Was mich interessieren würde, aus wievielen Atomen besteht denn eine durchschnittliche Zelle im menschlichen Körper??

Gruss, Bertonymus 11:42, 19. Jul 2006 (CEST)

Hallo Bertonymus. OK, da sollten wir die Frage der Anzahl an Zellen im Menschen - wenigstens vorläufig - als erledigt ansehen. Du hast aber völlig recht, dass die fast unvorstellbare Dynamik in einer Zelle nicht befriedigend dargestellt ist, es aber sein müsste. Schon bei der Vorstellung des relativ einfachen Vorgangs der Replikation eines Bakterien-DNA-Moleküls wird mir schwindelig, daneben läuft aber noch so vieles weitere ab und in Eukaryoten-Zellen ist es noch viel komplizierter. Aber man muss versuchen, wenigstens eine vage Vorstellung davon zu bekommen und zu vermitteln. Mein Vorschlag: Versuch es doch einmal! Das wäre sehr verdienstvoll. Gruss -- Brudersohn 23:36, 19. Jul 2006 (CEST)
Dem kann ich mich nur anschliessen. Zum Thema Geschwindigkeiten wäre vielleicht neben den molekularen Mechanismen auch andere Dinge wie die Reizweiterleitung interessant - auf der anderen Seite fürchte ich fast, dass das den Rahmen dieses Artikels sprengen würde, verschiedene Aspekte der Dynamik von Zellen näher zu betrachten. Stimmt schon, es wird einem leicht schwindelig, wenn man sich mal versucht zu überlegen, was E.coli so leistet, wenn es sich alle 20-30 min verdoppelt... Viele Grüße --09:25, 20. Jul 2006 (CEST)

Sorgenloses Komma

Das ist ja schön! Ein Komma wurde entsorgt, nun haben wir ein sorgenloses Komma.


funktionelle Einheit

Im ersten Satz wird die Zelle als funktionelle Einheit bezeichnet. Dies ist falsch. Zellen sind mikroskopisch sichtbar und damit Struktur (strukturelle Einheit). Daraus folgt nicht automatisch die funktionelle Einheit. Funktion hat einen Bezug zu Aufgaben außerhalb (der Zelle). Und da ist die einzelne Zelle nur im Idealfall eine funktionelle Einheit. Meist erfüllen mehrere Zellen eine Funktion (z.B. Muskel) oder eine Zelle ist an mehreren Funktionen bezeiligt (Z. B. Zellen der Leber oder jene im Blut). siehe auch Lernen Stichwort Großmutterzelle. Der Fehler Struktur und Funktion ist ebenfalls auch beim Zellkompartiment zu finden. Laut Definition wird dies als funktioneller Teil bezeichnet und dann werden als Beispiel strukturelle Teile benannt.

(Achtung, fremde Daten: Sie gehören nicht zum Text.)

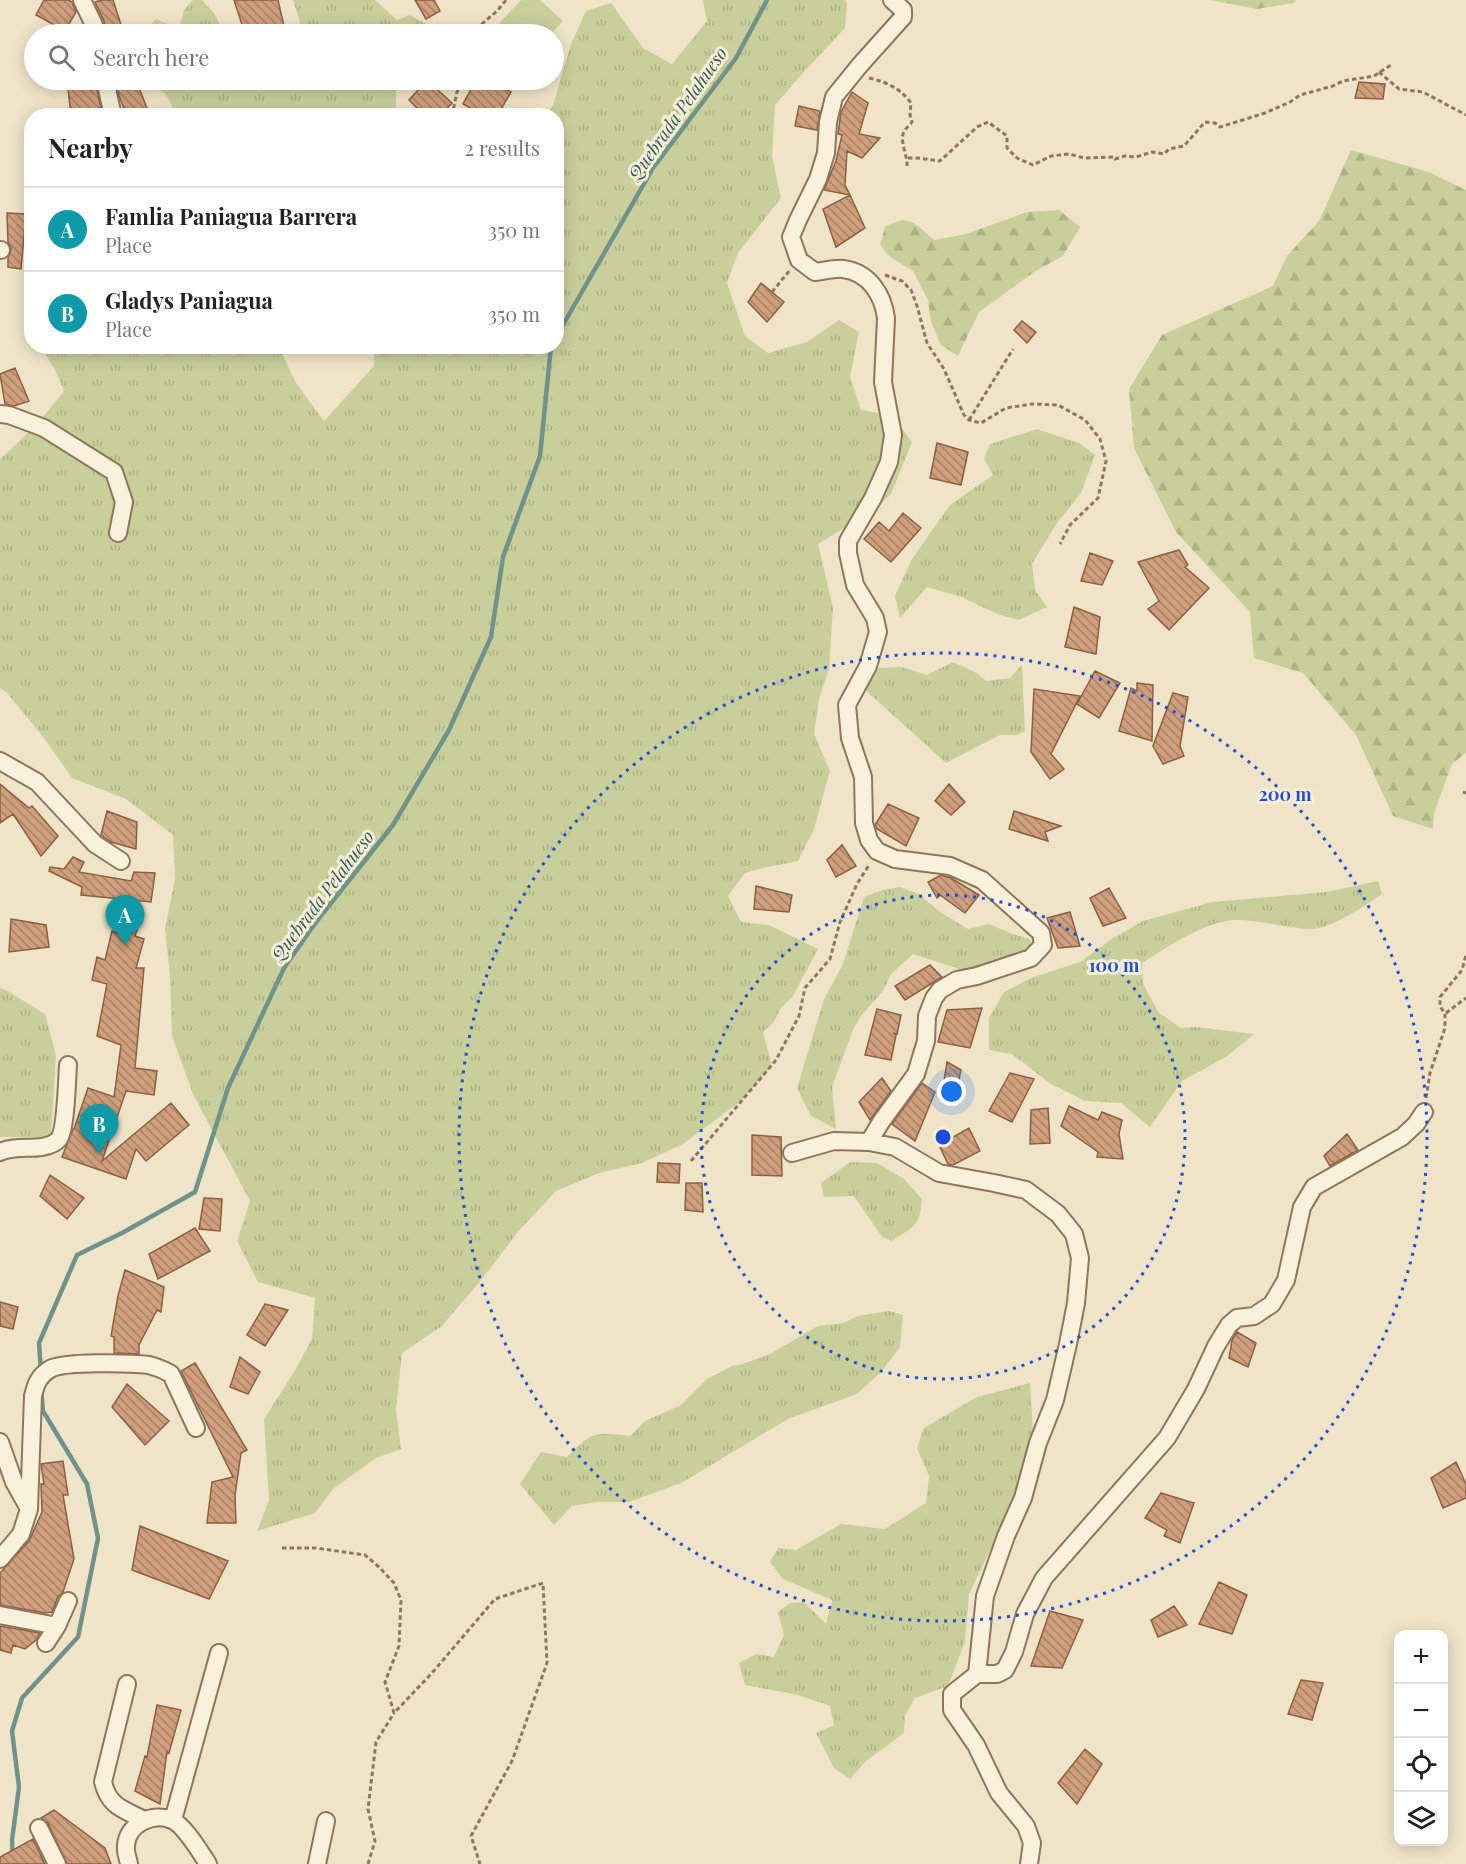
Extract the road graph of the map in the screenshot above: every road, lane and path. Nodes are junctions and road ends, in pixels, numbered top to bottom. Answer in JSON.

Es gibt in der Biologie keinen Begriff für eine funktionelles Teil. Warum ? Weil eben der Organismus nicht vom Mensch konstruiert wurde, es existiert also vorab kein funktioneller Bauplan. Aus der Anatomie (also der Struktur) wird Stück für Stück die Funktion abgeleitet. Dies ist falsch herum, aber leider geht es nicht anders. Und da wird eben vorschnell der Struktur eine Funktion zugeordnet. Sollte kein Einspruch erfolgen, werde ich aus der Definition die Stelle funktionelle Einheit löschen. --straktur 08:12, 7. Apr 2006 (CEST)

Entwurf:
Die Zelle (lateinisch cellula = kleine Kammer, Zelle) ist die strukturell erkennbare Einheit aller Lebewesen. Zellen sind an sich lebensfähig und bilden eine funktionelle Einheit. Bei Mehrzellern jedoch haben die Zellen ihre Selbständigkeit durch den Effizienzdruck mittels Arbeitsteilung (Spezialisierung) aufgegeben. Bei Mehrzellern sind die Zellen evolutionsbedingt strukturell sichtbar, funktionell nicht. Meist erfüllen viele Zellen eine Funktion oder Teile der Zelle erfüllen mehrere Funktionen.--straktur 00:09, 13. Apr 2006 (CEST)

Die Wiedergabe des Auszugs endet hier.